** Work task **
Print the entire listing below word for word, excluding its pictures.

/---

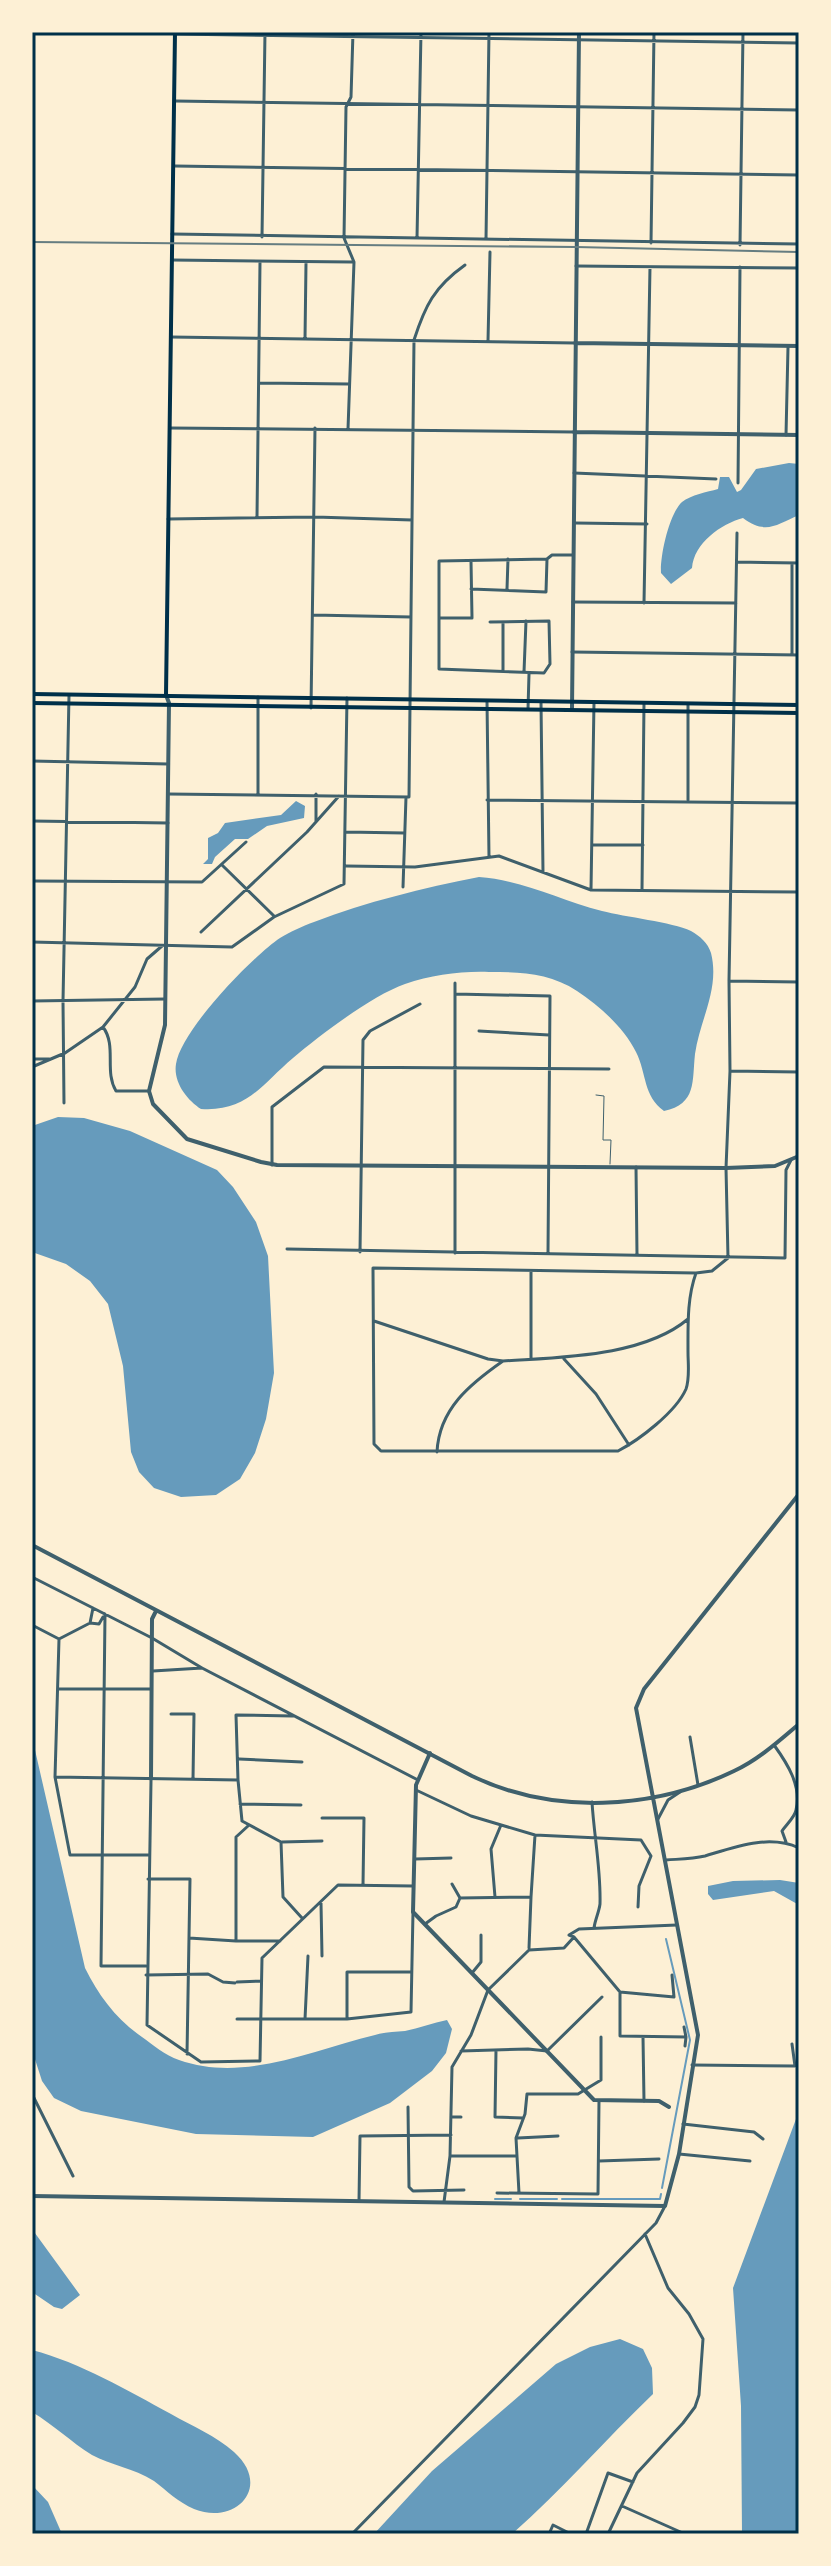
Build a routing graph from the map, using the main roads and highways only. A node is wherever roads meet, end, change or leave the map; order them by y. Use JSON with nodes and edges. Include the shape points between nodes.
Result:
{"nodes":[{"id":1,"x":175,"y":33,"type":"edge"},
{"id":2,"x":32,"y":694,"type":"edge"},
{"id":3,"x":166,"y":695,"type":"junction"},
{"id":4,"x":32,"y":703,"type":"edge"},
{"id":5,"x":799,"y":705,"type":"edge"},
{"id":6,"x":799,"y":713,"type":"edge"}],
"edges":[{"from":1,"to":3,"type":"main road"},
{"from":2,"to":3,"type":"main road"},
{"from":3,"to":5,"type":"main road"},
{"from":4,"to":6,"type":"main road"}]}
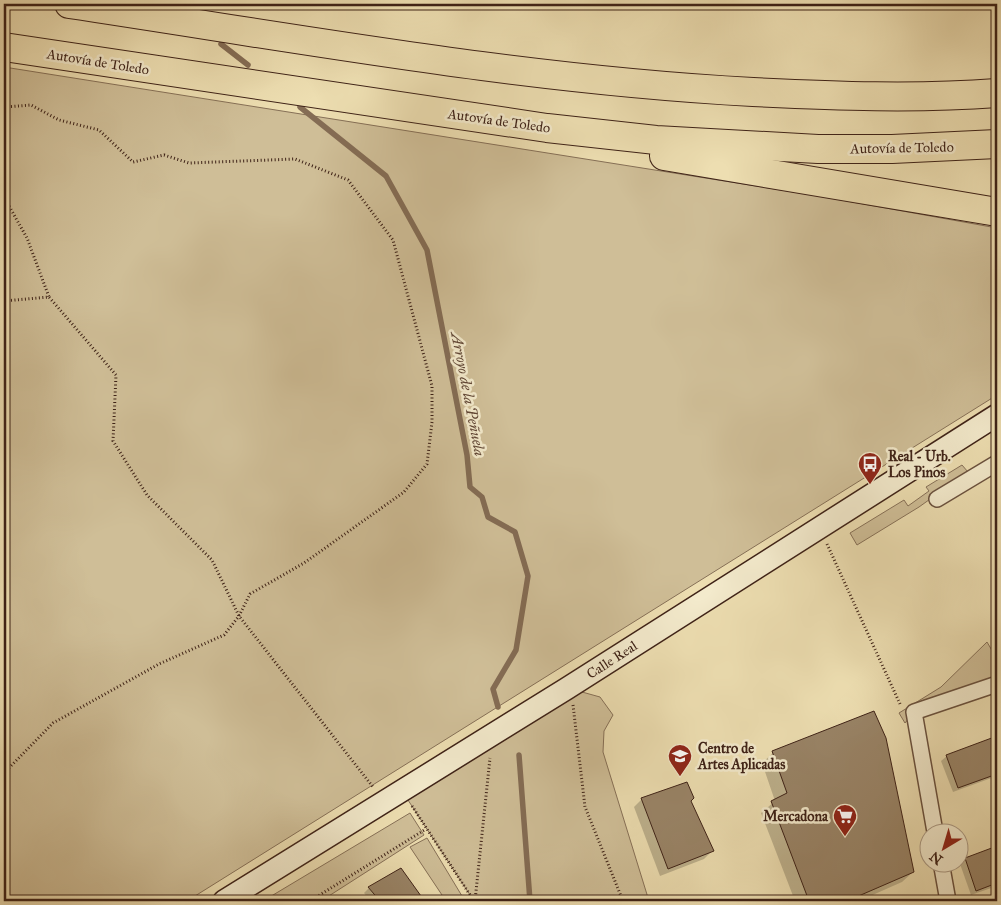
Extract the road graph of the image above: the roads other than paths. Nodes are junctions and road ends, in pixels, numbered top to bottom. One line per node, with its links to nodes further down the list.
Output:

\---

** Exercise output **
Build a routing graph from the map, using the main roads and highways only. A node is wherever roads meet, end, change or leave the map; order them by y. Use JSON with nodes and edges. Include the shape points between nodes.
Result:
{"nodes":[{"id":1,"x":175,"y":33,"type":"edge"},
{"id":2,"x":32,"y":694,"type":"edge"},
{"id":3,"x":166,"y":695,"type":"junction"},
{"id":4,"x":32,"y":703,"type":"edge"},
{"id":5,"x":799,"y":705,"type":"edge"},
{"id":6,"x":799,"y":713,"type":"edge"}],
"edges":[{"from":1,"to":3,"type":"main road"},
{"from":2,"to":3,"type":"main road"},
{"from":3,"to":5,"type":"main road"},
{"from":4,"to":6,"type":"main road"}]}
Extract the road graph of the image above: the roads other than paths. Nodes are junctions and road ends, in pixels, numbered top to bottom. One line per node, with its links to nodes further down the list.
Output:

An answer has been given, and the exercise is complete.